Ketika sakit datang mendera, pelajaran yang sangat indah dari Allah adalah “kasih sayang” ada rahman dan ada rahimnya. Sakit kok malah kasih sayang, apa tidak terbalik? Andaikata kita bisa mendengar sapaan Allah ketika kita sakit, maka yang terdengar adalah “aku sayang kamu, aku ingin engkau kembali kepada-KU. Aku ingin engkau seperti dahulu yang penuh rasa hormat dan tawaduk kepada-KU. Bukankah dahulu kita sudah pernah berjanji kepada-NYA, alastu birobbikum qoluu bala syahidna antaquluu.. Dan (ingatlah), ketika Tuhanmu mengeluarkan keturunan anak-anak Adam dari sulbi mereka dan Allah mengambil kesaksian terhadap jiwa mereka (seraya berfirman): “Bukankah Aku ini Tuhanmu?” Mereka menjawab: “Betul (Engkau Tuhan kami), kami menjadi saksi.” (Al A’raaf 172).
Kita sudah bersaksi, pengakuan, mengakui DIA lah Tuhan, tetapi dalam perjalanan ini terjadi penyimpangan-penyimpangan sehingga dari penyimpangan itu ada konsekuensi logis yang harus diterima.

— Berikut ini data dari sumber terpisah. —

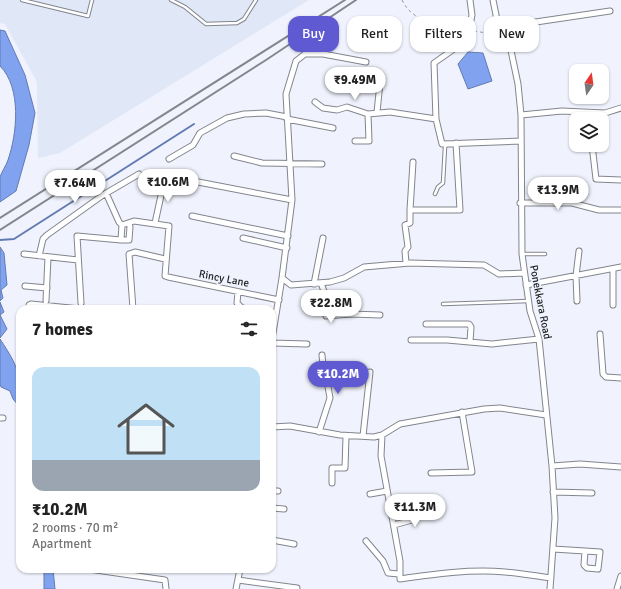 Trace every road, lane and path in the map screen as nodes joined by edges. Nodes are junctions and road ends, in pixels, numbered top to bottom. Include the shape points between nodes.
1 (22, 0) edge
2 (92, 0) edge
3 (171, 0) edge
4 (256, 0) edge
5 (402, 0) edge
6 (470, 0) edge
7 (493, 0) edge
8 (610, 11) dead end
9 (414, 16) edge
10 (472, 16) edge
11 (496, 16) edge
12 (539, 22) edge
13 (450, 52) edge
14 (511, 52) edge
15 (366, 62) dead end
16 (380, 83) dead end
17 (315, 102) dead end
18 (621, 108) edge
19 (377, 112) junction
20 (569, 112) edge
21 (608, 112) edge
22 (368, 114) junction
23 (521, 115) junction
24 (287, 118) junction
25 (436, 118) junction
26 (333, 128) dead end
27 (355, 141) dead end
28 (521, 141) junction
29 (456, 143) junction
30 (444, 144) junction
31 (593, 152) edge
32 (234, 156) dead end
33 (169, 159) dead end
34 (413, 162) dead end
35 (290, 164) junction
36 (322, 164) dead end
37 (139, 174) dead end
38 (621, 180) edge
39 (574, 192) dead end
40 (106, 193) junction
41 (435, 194) dead end
42 (292, 200) junction
43 (520, 203) junction
44 (572, 203) junction
45 (410, 210) junction
46 (621, 210) edge
47 (192, 216) dead end
48 (129, 223) junction
49 (155, 224) junction
50 (122, 225) junction
51 (288, 236) junction
52 (243, 238) dead end
53 (323, 238) dead end
54 (121, 240) junction
55 (287, 248) junction
56 (579, 251) dead end
57 (24, 254) dead end
58 (522, 254) junction
59 (545, 254) dead end
60 (39, 256) junction
61 (48, 257) junction
62 (165, 259) junction
63 (78, 260) junction
64 (406, 263) junction
65 (621, 267) edge
66 (613, 269) junction
67 (524, 273) junction
68 (576, 276) junction
69 (282, 278) junction
70 (321, 283) junction
71 (314, 284) junction
72 (526, 285) junction
73 (24, 286) dead end
74 (47, 288) junction
75 (238, 292) junction
76 (279, 300) junction
77 (46, 301) dead end
78 (529, 301) junction
79 (577, 301) dead end
80 (81, 303) dead end
81 (443, 304) dead end
82 (29, 305) edge
83 (41, 305) edge
84 (133, 305) edge
85 (240, 305) edge
86 (613, 305) dead end
87 (276, 309) edge
88 (380, 315) dead end
89 (426, 324) dead end
90 (600, 334) dead end
91 (539, 339) junction
92 (411, 340) dead end
93 (470, 342) junction
94 (276, 343) edge
95 (306, 344) dead end
96 (322, 355) dead end
97 (370, 372) dead end
98 (621, 378) edge
99 (462, 412) junction
100 (546, 415) junction
101 (276, 427) edge
102 (319, 432) junction
103 (382, 435) junction
104 (346, 436) junction
105 (363, 436) junction
106 (552, 466) junction
107 (621, 467) edge
108 (431, 473) dead end
109 (332, 484) dead end
110 (387, 491) junction
111 (553, 492) junction
112 (592, 493) dead end
113 (370, 494) dead end
114 (276, 508) edge
115 (424, 508) dead end
116 (284, 509) dead end
117 (394, 525) junction
118 (276, 541) edge
119 (366, 541) dead end
120 (294, 544) dead end
121 (553, 549) junction
122 (585, 551) dead end
123 (117, 573) edge
124 (239, 573) edge
125 (399, 574) junction
126 (621, 576) edge
127 (551, 578) junction
128 (238, 580) junction
129 (297, 588) edge
130 (166, 589) edge
131 (236, 589) edge
132 (550, 589) edge
133 (617, 589) edge

1 - 2 lane via 88,16
3 - 4 lane via 185,7 206,24 237,22 244,19
5 - 9 path
6 - 10 street
7 - 11 street, Ponekkara Road
8 - 12 street
13 - 25 street via 434,63
14 - 23 street, Ponekkara Road
15 - 24 street via 323,54 305,54 296,61 286,94
16 - 19 street
17 - 22 street via 323,108 337,110 347,107
18 - 21 street
19 - 22 street
19 - 25 street
20 - 23 street
22 - 27 street via 369,141
23 - 28 street, Ponekkara Road
24 - 26 street
24 - 33 street via 266,113 227,118 200,134 193,145
24 - 35 street
25 - 30 street
28 - 29 street
28 - 43 street, Ponekkara Road
29 - 30 street
29 - 45 street via 460,210
30 - 41 lane via 443,183
31 - 38 street via 596,179
32 - 35 street via 262,163
34 - 45 street
35 - 36 street
35 - 42 street
37 - 40 street
39 - 44 street
40 - 50 street
40 - 60 street via 47,235 43,239
42 - 49 street via 167,176
42 - 51 street
43 - 44 street
43 - 58 street, Ponekkara Road
44 - 46 street via 599,210
45 - 64 street via 410,224 405,225 408,247 405,251
47 - 51 street
48 - 49 street
48 - 50 street
48 - 54 street via 129,240
49 - 62 street via 169,226
50 - 54 street
51 - 55 street
52 - 55 street
53 - 71 street
54 - 63 street via 77,236
55 - 69 street
56 - 68 street
57 - 60 street
58 - 59 lane
58 - 67 street, Ponekkara Road
60 - 61 street
61 - 63 street
61 - 74 street
62 - 75 street, Rincy Lane via 165,276
62 - 84 street via 135,252 129,254
63 - 80 street
64 - 67 street via 484,265 498,274
64 - 70 street via 364,267 344,278
65 - 66 street
66 - 68 street
66 - 86 street
67 - 72 street, Ponekkara Road
68 - 72 street
68 - 79 street
69 - 71 street via 290,285
69 - 76 street
70 - 71 street
70 - 88 street via 325,294 326,316
72 - 78 street, Ponekkara Road
73 - 74 street
74 - 77 street
75 - 76 street, Rincy Lane
75 - 85 street via 237,302
76 - 87 street
78 - 81 lane
78 - 91 street, Ponekkara Road
82 - 83 street
89 - 93 street via 469,324
90 - 98 street via 603,374 606,377
91 - 93 street via 492,344
91 - 100 street, Ponekkara Road
92 - 93 street
94 - 95 street
96 - 102 street via 330,398
97 - 105 street
99 - 100 street via 500,408
99 - 103 street via 400,424
99 - 108 street via 472,472
100 - 106 street, Ponekkara Road
101 - 102 street via 290,426
102 - 104 street
103 - 105 street
103 - 110 street via 381,456
104 - 105 street
104 - 109 street via 344,468 332,468
106 - 107 street via 580,464
106 - 111 street, Ponekkara Road
110 - 113 street
110 - 117 street
111 - 112 street
111 - 121 street, Ponekkara Road
114 - 116 street
115 - 117 street via 412,520
117 - 125 street via 400,561
118 - 120 street
119 - 125 street via 383,561 388,573
121 - 122 street
121 - 127 street, Ponekkara Road
123 - 130 street via 165,580
124 - 128 street
125 - 127 street via 400,579 486,572
126 - 133 street
127 - 132 street, Ponekkara Road
128 - 129 street
128 - 131 street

Bukan hukuman, baru taraf jeweran seperti halnya kita menjewer anak kita ketika mereka berbuat salah..ada kasih disini yaitu salah satu bentuk perwujudan rahman dan rahim itu sendiri. Dari yang dulunya emosian, suka marah, maka ketika jatuh sakit, jadilah orang yang lemah, tidak kuasa duduk, tidak kuasa berkata-kata. Itulah pelajaran bagi yang sakit sendiri juga cermin bagi yang sehat. Ketika sudah sampai disini, masih beranikah kita menyebutnya Allah menghukumku?? Kalau memang Allah benci kepada kita, sudah dicabut nyawa ini setiap kali kita berbuat salah, tetapi kenyataannya TIDAK. Inipun bentuk rakhmat, ampunan dan ridhonya Allah.

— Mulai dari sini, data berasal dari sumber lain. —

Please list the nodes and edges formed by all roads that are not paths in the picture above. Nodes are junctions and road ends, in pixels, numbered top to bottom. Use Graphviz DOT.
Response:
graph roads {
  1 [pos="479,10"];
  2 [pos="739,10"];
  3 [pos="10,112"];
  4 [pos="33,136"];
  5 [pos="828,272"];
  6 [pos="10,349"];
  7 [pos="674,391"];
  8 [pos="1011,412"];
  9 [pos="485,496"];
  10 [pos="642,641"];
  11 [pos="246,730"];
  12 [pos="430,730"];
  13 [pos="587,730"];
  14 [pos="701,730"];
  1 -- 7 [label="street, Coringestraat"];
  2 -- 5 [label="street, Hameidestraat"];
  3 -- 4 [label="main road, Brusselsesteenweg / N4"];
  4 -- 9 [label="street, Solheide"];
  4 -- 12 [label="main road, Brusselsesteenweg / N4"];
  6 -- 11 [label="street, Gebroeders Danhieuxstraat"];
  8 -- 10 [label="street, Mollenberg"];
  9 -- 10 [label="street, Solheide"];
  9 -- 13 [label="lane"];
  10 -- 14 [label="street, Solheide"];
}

Ketika melihat pohon-pohon bergoyang diterpa angin yang kencang, lalu ada yang roboh. Ketika pohon berguncang, bergerak dengan keras, maka itu sebenarnya menggerakkan akar-akar pohon itu sendiri, maka tanah disekitarnya menjadi semakin gembur, dan akar-akarnya akan semakin gampang merobos tanah sehingga batang akan semakin kuat dan pohon akan semakin besar. Bagi yang roboh, sebenarnya dia memberi peluang pohon yang lain untuk menjadi lebih besar tanpa terganggu pohon yang lainnya. Ini adalah sebuah siklus kehidupan yang akan berjalan terus menerus seperti halnya gempa bumi dimana-mana. Gempa bumi itu tidak lain juga wujud dari pergerakan bumi untuk menyetabilkan diri. Analogi gempa bumi dalam diri manusia tidak lain adalah permasalahan hidup yang mendera, entah sakit, entah kebangkrutan dsb. Tujuannya adalah agar membuat manusia itu semakin tegar, kokoh dan dewasa. Ini adalah sebuah keseimbangan alam agar tetap harmoni. Maka sudah jelaskah Allah menciptakan makluknya ini berpasang-pasangan. Disatu tempat ada bencana, ditempat itu pula Allah menurunkan rakhmat. Kalau sudah sampai disini, masihkah kita berkata-kata lagi tentang musibah.. ujian.. cobaan. Saya malah jadi takut sendiri. Yang ada adalah Allah sudah menghendaki seperti ini dan saya harus bersyukur menerima ini..na’am.. inggih.. alhamdulillah wa syukurilah… Allah Maha Tahu.. Semua ini harus terjadi. Bukan hukuman..bukan hujatan melainkan rakhmat Allah bagi semesta alam.